Pick out all lines of the entries that include the word "where" and copy them.
BEGIN DATASET ENTRIES
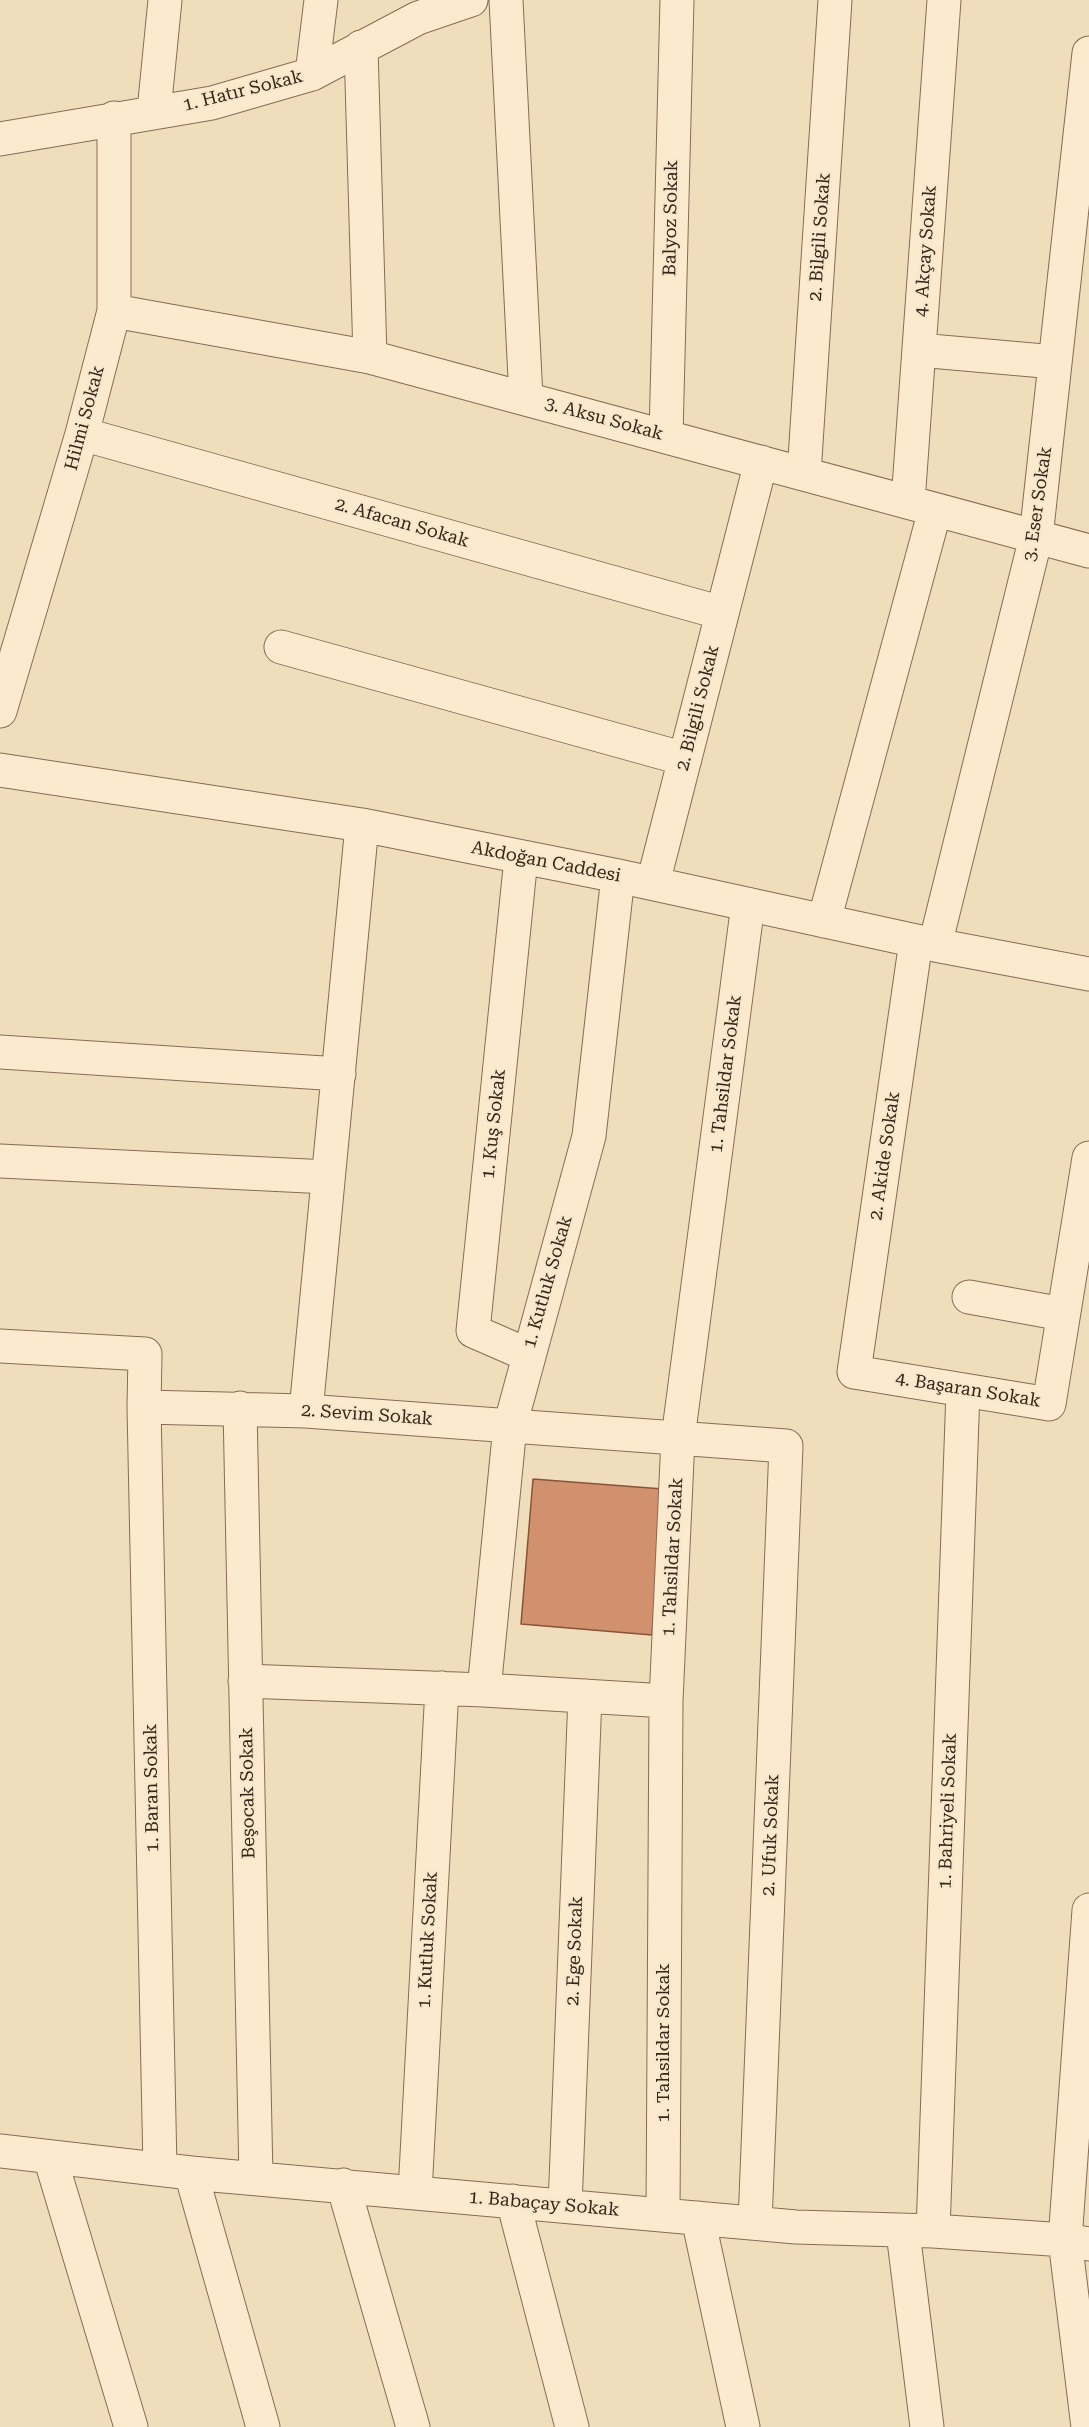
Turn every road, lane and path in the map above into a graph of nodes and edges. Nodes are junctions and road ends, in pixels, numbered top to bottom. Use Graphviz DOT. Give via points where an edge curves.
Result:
graph roads {
  1 [pos="165,0"];
  2 [pos="321,0"];
  3 [pos="471,0"];
  4 [pos="506,0"];
  5 [pos="677,0"];
  6 [pos="836,0"];
  7 [pos="944,0"];
  8 [pos="361,46"];
  9 [pos="1089,53"];
  10 [pos="312,74"];
  11 [pos="154,111"];
  12 [pos="114,118"];
  13 [pos="0,139"];
  14 [pos="114,311"];
  15 [pos="919,350"];
  16 [pos="370,357"];
  17 [pos="1055,362"];
  18 [pos="526,398"];
  19 [pos="82,434"];
  20 [pos="666,436"];
  21 [pos="760,462"];
  22 [pos="804,474"];
  23 [pos="922,506"];
  24 [pos="1036,537"];
  25 [pos="1089,551"];
  26 [pos="722,613"];
  27 [pos="281,647"];
  28 [pos="0,711"];
  29 [pos="685,759"];
  30 [pos="0,770"];
  31 [pos="362,825"];
  32 [pos="521,858"];
  33 [pos="618,876"];
  34 [pos="653,884"];
  35 [pos="748,904"];
  36 [pos="824,921"];
  37 [pos="926,943"];
  38 [pos="1089,974"];
  39 [pos="0,1052"];
  40 [pos="339,1074"];
  41 [pos="1089,1158"];
  42 [pos="0,1161"];
  43 [pos="328,1177"];
  44 [pos="969,1297"];
  45 [pos="1063,1314"];
  46 [pos="0,1346"];
  47 [pos="528,1354"];
  48 [pos="854,1372"];
  49 [pos="963,1391"];
  50 [pos="144,1407"];
  51 [pos="240,1408"];
  52 [pos="306,1411"];
  53 [pos="510,1426"];
  54 [pos="678,1438"];
  55 [pos="786,1446"];
  56 [pos="245,1681"];
  57 [pos="442,1688"];
  58 [pos="484,1690"];
  59 [pos="585,1696"];
  60 [pos="666,1701"];
  61 [pos="1089,1910"];
  62 [pos="0,2132"];
  63 [pos="0,2151"];
  64 [pos="50,2157"];
  65 [pos="175,2170"];
  66 [pos="256,2178"];
  67 [pos="343,2185"];
  68 [pos="414,2192"];
  69 [pos="513,2201"];
  70 [pos="566,2206"];
  71 [pos="663,2214"];
  72 [pos="698,2218"];
  73 [pos="755,2223"];
  74 [pos="918,2232"];
  75 [pos="1077,2242"];
  76 [pos="131,2427"];
  77 [pos="263,2427"];
  78 [pos="413,2427"];
  79 [pos="572,2427"];
  80 [pos="743,2427"];
  81 [pos="927,2427"];
  82 [pos="1088,2427"];
  1 -- 11 [label="street"];
  2 -- 10 [label="street"];
  3 -- 8 [label="street, 1. Hatır Sokak" via="418,18"];
  4 -- 18 [label="street"];
  5 -- 20 [label="street, Balyoz Sokak"];
  6 -- 22 [label="street, 2. Bilgili Sokak"];
  7 -- 15 [label="street, 4. Akçay Sokak"];
  8 -- 10 [label="street, 1. Hatır Sokak"];
  8 -- 16 [label="street"];
  9 -- 17 [label="street, 3. Eser Sokak"];
  10 -- 11 [label="street, 1. Hatır Sokak" via="212,103"];
  11 -- 12 [label="street, 1. Hatır Sokak"];
  12 -- 13 [label="street, 1. Hatır Sokak"];
  12 -- 14 [label="street, Hilmi Sokak"];
  14 -- 16 [label="street, 3. Aksu Sokak"];
  14 -- 19 [label="street, Hilmi Sokak"];
  15 -- 17 [label="street"];
  15 -- 23 [label="street, 4. Akçay Sokak"];
  16 -- 18 [label="street, 3. Aksu Sokak"];
  17 -- 24 [label="street, 3. Eser Sokak"];
  18 -- 20 [label="street, 3. Aksu Sokak"];
  19 -- 26 [label="street, 2. Afacan Sokak"];
  19 -- 28 [label="street, Hilmi Sokak"];
  20 -- 21 [label="street, 3. Aksu Sokak"];
  21 -- 22 [label="street, 3. Aksu Sokak"];
  21 -- 26 [label="street, 2. Bilgili Sokak"];
  22 -- 23 [label="street, 3. Aksu Sokak"];
  23 -- 24 [label="street, 3. Aksu Sokak"];
  23 -- 36 [label="street, 4. Akçay Sokak"];
  24 -- 25 [label="street, 3. Aksu Sokak"];
  24 -- 37 [label="street, 3. Eser Sokak"];
  26 -- 29 [label="street, 2. Bilgili Sokak"];
  27 -- 29 [label="street"];
  29 -- 34 [label="street, 2. Bilgili Sokak"];
  30 -- 31 [label="street, Akdoğan Caddesi"];
  31 -- 32 [label="street, Akdoğan Caddesi"];
  31 -- 40 [label="street"];
  32 -- 33 [label="street, Akdoğan Caddesi"];
  32 -- 47 [label="street, 1. Kuş Sokak" via="473,1331"];
  33 -- 34 [label="street, Akdoğan Caddesi"];
  33 -- 47 [label="street, 1. Kutluk Sokak" via="589,1136"];
  34 -- 35 [label="street, Akdoğan Caddesi"];
  35 -- 36 [label="street, Akdoğan Caddesi"];
  35 -- 54 [label="street, 1. Tahsildar Sokak"];
  36 -- 37 [label="street, Akdoğan Caddesi"];
  37 -- 38 [label="street, Akdoğan Caddesi"];
  37 -- 48 [label="street, 2. Akide Sokak"];
  39 -- 40 [label="street"];
  40 -- 43 [label="street"];
  41 -- 45 [label="street, 4. Başaran Sokak"];
  42 -- 43 [label="street"];
  43 -- 52 [label="street"];
  44 -- 45 [label="street"];
  45 -- 49 [label="street, 4. Başaran Sokak" via="1049,1404"];
  46 -- 50 [label="street" via="145,1354"];
  47 -- 53 [label="street, 1. Kutluk Sokak"];
  48 -- 49 [label="street, 4. Başaran Sokak"];
  49 -- 74 [label="street, 1. Bahriyeli Sokak"];
  50 -- 51 [label="street, 2. Sevim Sokak"];
  50 -- 65 [label="street, 1. Baran Sokak"];
  51 -- 52 [label="street, 2. Sevim Sokak"];
  51 -- 56 [label="street, Beşocak Sokak"];
  52 -- 53 [label="street, 2. Sevim Sokak"];
  53 -- 54 [label="street, 2. Sevim Sokak"];
  53 -- 58 [label="street, 1. Kutluk Sokak"];
  54 -- 55 [label="street, 2. Sevim Sokak"];
  54 -- 60 [label="street, 1. Tahsildar Sokak"];
  55 -- 73 [label="street, 2. Ufuk Sokak"];
  56 -- 57 [label="street"];
  56 -- 66 [label="street, Beşocak Sokak"];
  57 -- 58 [label="street"];
  57 -- 68 [label="street, 1. Kutluk Sokak"];
  58 -- 59 [label="street"];
  59 -- 60 [label="street"];
  59 -- 70 [label="street, 2. Ege Sokak"];
  60 -- 71 [label="street, 1. Tahsildar Sokak"];
  61 -- 75 [label="street"];
  62 -- 63 [label="street"];
  63 -- 64 [label="street, 1. Babaçay Sokak"];
  64 -- 65 [label="street, 1. Babaçay Sokak"];
  64 -- 76 [label="street"];
  65 -- 66 [label="street, 1. Babaçay Sokak"];
  65 -- 77 [label="street, 1. Baran Sokak"];
  66 -- 67 [label="street, 1. Babaçay Sokak"];
  67 -- 68 [label="street, 1. Babaçay Sokak"];
  67 -- 78 [label="street"];
  68 -- 69 [label="street, 1. Babaçay Sokak"];
  69 -- 70 [label="street, 1. Babaçay Sokak"];
  69 -- 79 [label="street"];
  70 -- 71 [label="street, 1. Babaçay Sokak"];
  71 -- 72 [label="street, 1. Babaçay Sokak"];
  72 -- 73 [label="street, 1. Babaçay Sokak"];
  72 -- 80 [label="street"];
  73 -- 74 [label="street, 1. Babaçay Sokak"];
  74 -- 75 [label="street, 1. Babaçay Sokak"];
  74 -- 81 [label="street, 1. Bahriyeli Sokak"];
  75 -- 82 [label="street"];
}
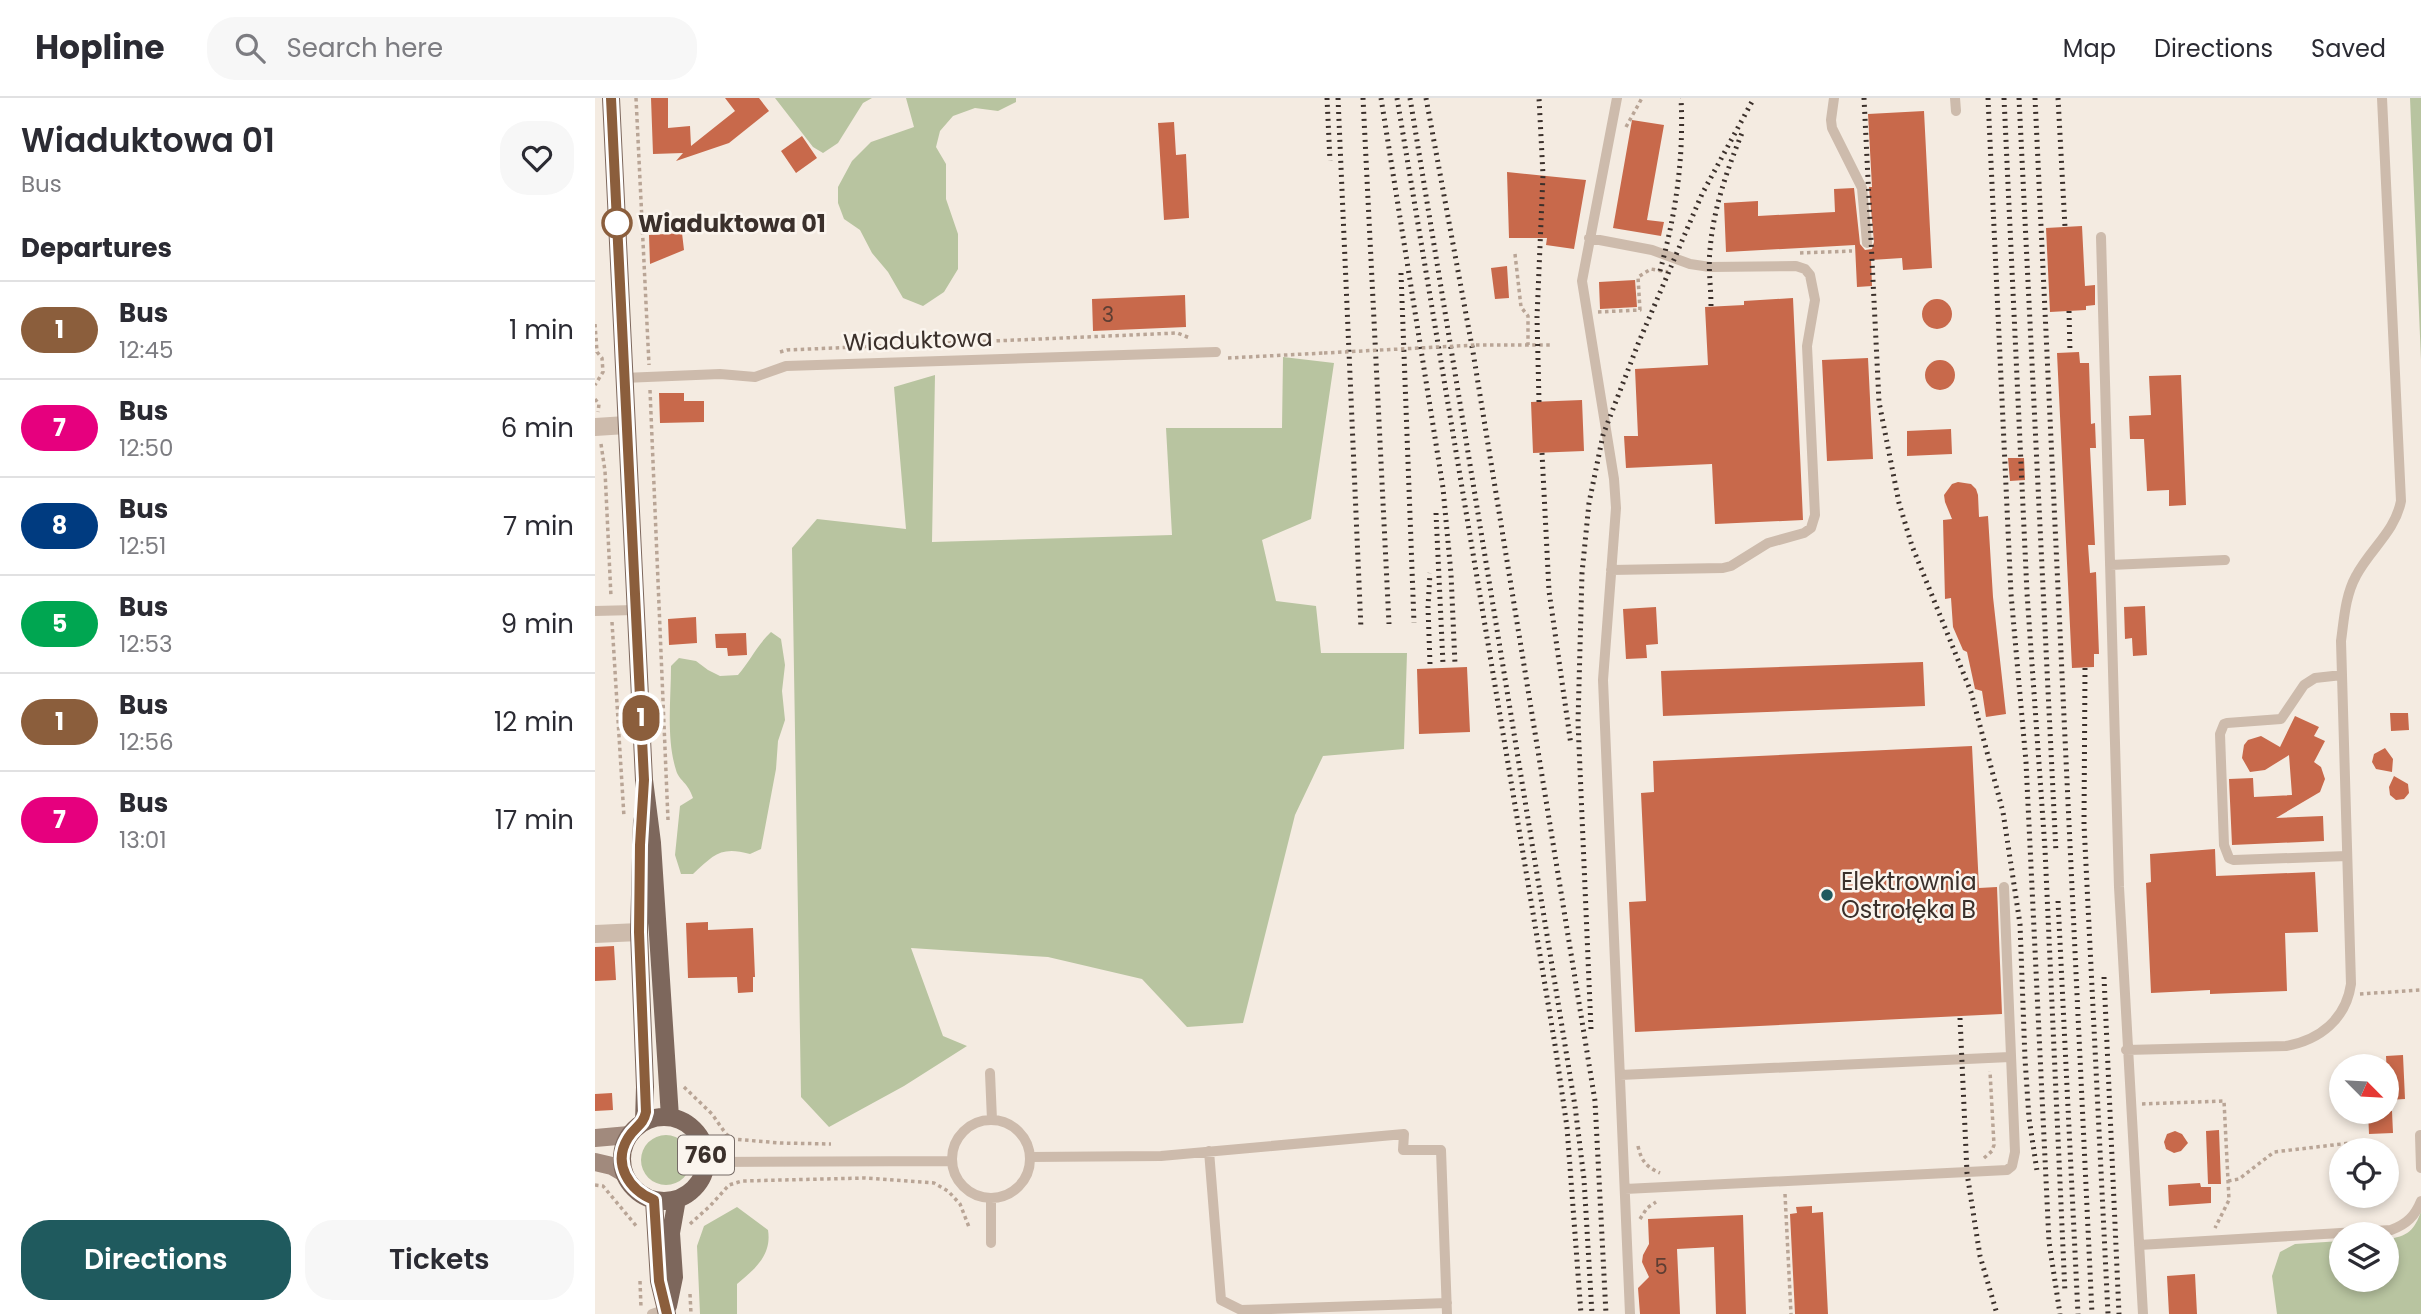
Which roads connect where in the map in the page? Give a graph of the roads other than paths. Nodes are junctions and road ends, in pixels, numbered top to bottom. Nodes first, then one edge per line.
1 (611, 98) edge
2 (1617, 98) edge
3 (1834, 98) edge
4 (1955, 98) edge
5 (2382, 98) edge
6 (1956, 111) dead end
7 (2101, 237) dead end
8 (1590, 238) junction
9 (1867, 243) dead end
10 (1216, 352) dead end
11 (623, 378) junction
12 (626, 425) junction
13 (598, 427) edge
14 (2225, 559) dead end
15 (2110, 565) junction
16 (1611, 570) junction
17 (635, 610) junction
18 (595, 611) edge
19 (2342, 675) junction
20 (644, 780) junction
21 (2347, 856) junction
22 (2004, 887) dead end
23 (639, 932) junction
24 (595, 934) edge
25 (2126, 1050) junction
26 (2010, 1056) junction
27 (991, 1073) dead end
28 (1620, 1075) junction
29 (670, 1117) junction
30 (992, 1120) junction
31 (644, 1122) junction
32 (2420, 1135) edge
33 (629, 1136) junction
34 (595, 1138) edge
35 (1209, 1151) junction
36 (1030, 1157) junction
37 (595, 1161) edge
38 (952, 1161) junction
39 (706, 1162) junction
40 (2421, 1168) edge
41 (624, 1173) junction
42 (1625, 1189) junction
43 (991, 1198) junction
44 (677, 1199) junction
45 (654, 1200) junction
46 (2421, 1201) edge
47 (991, 1243) dead end
48 (2139, 1245) junction
49 (1447, 1303) junction
50 (662, 1312) edge
51 (1447, 1314) edge
52 (1630, 1314) edge
53 (2143, 1314) edge

1 - 11 main road, 760
2 - 8 lane
3 - 9 lane
4 - 6 lane
5 - 19 lane
7 - 15 lane
8 - 16 lane
8 - 16 lane
10 - 11 lane, Wiaduktowa
11 - 12 main road, 760
12 - 13 street
12 - 17 main road, 760
14 - 15 lane
15 - 25 lane
16 - 28 lane
17 - 18 lane
17 - 20 main road, 760
19 - 21 lane
19 - 21 lane
20 - 23 main road, 760
20 - 29 main road, 760
21 - 25 lane
22 - 26 lane
23 - 24 street
23 - 31 main road, 760
25 - 48 lane
26 - 28 lane
26 - 42 lane
27 - 30 lane
28 - 42 lane
29 - 31 main road, 760
29 - 39 main road, 760
30 - 36 lane
30 - 38 lane
31 - 33 main road
32 - 40 lane
33 - 34 main road
33 - 41 main road
35 - 36 lane
35 - 49 lane
35 - 49 lane
36 - 43 lane
37 - 41 main road
38 - 39 lane
38 - 43 lane
39 - 44 main road, 760
41 - 45 main road, 760
42 - 52 lane
43 - 47 lane
44 - 45 main road, 760
44 - 50 main road, 760
45 - 50 main road, 760
46 - 48 lane
48 - 53 lane
49 - 51 lane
END DATASET ENTRIES
> [WRITTEN ANSWER]
Turn every road, lane and path in the map above into a graph of nodes and edges. Nodes are junctions and road ends, in pixels, numbered top to bottom. Use Graphviz DOT. Give via points where an edge curves.
Which roads connect where in the map in the page? Give a graph of the roads other than paths. Nodes are junctions and road ends, in pixels, numbered top to bottom. Nodes first, then one edge per line.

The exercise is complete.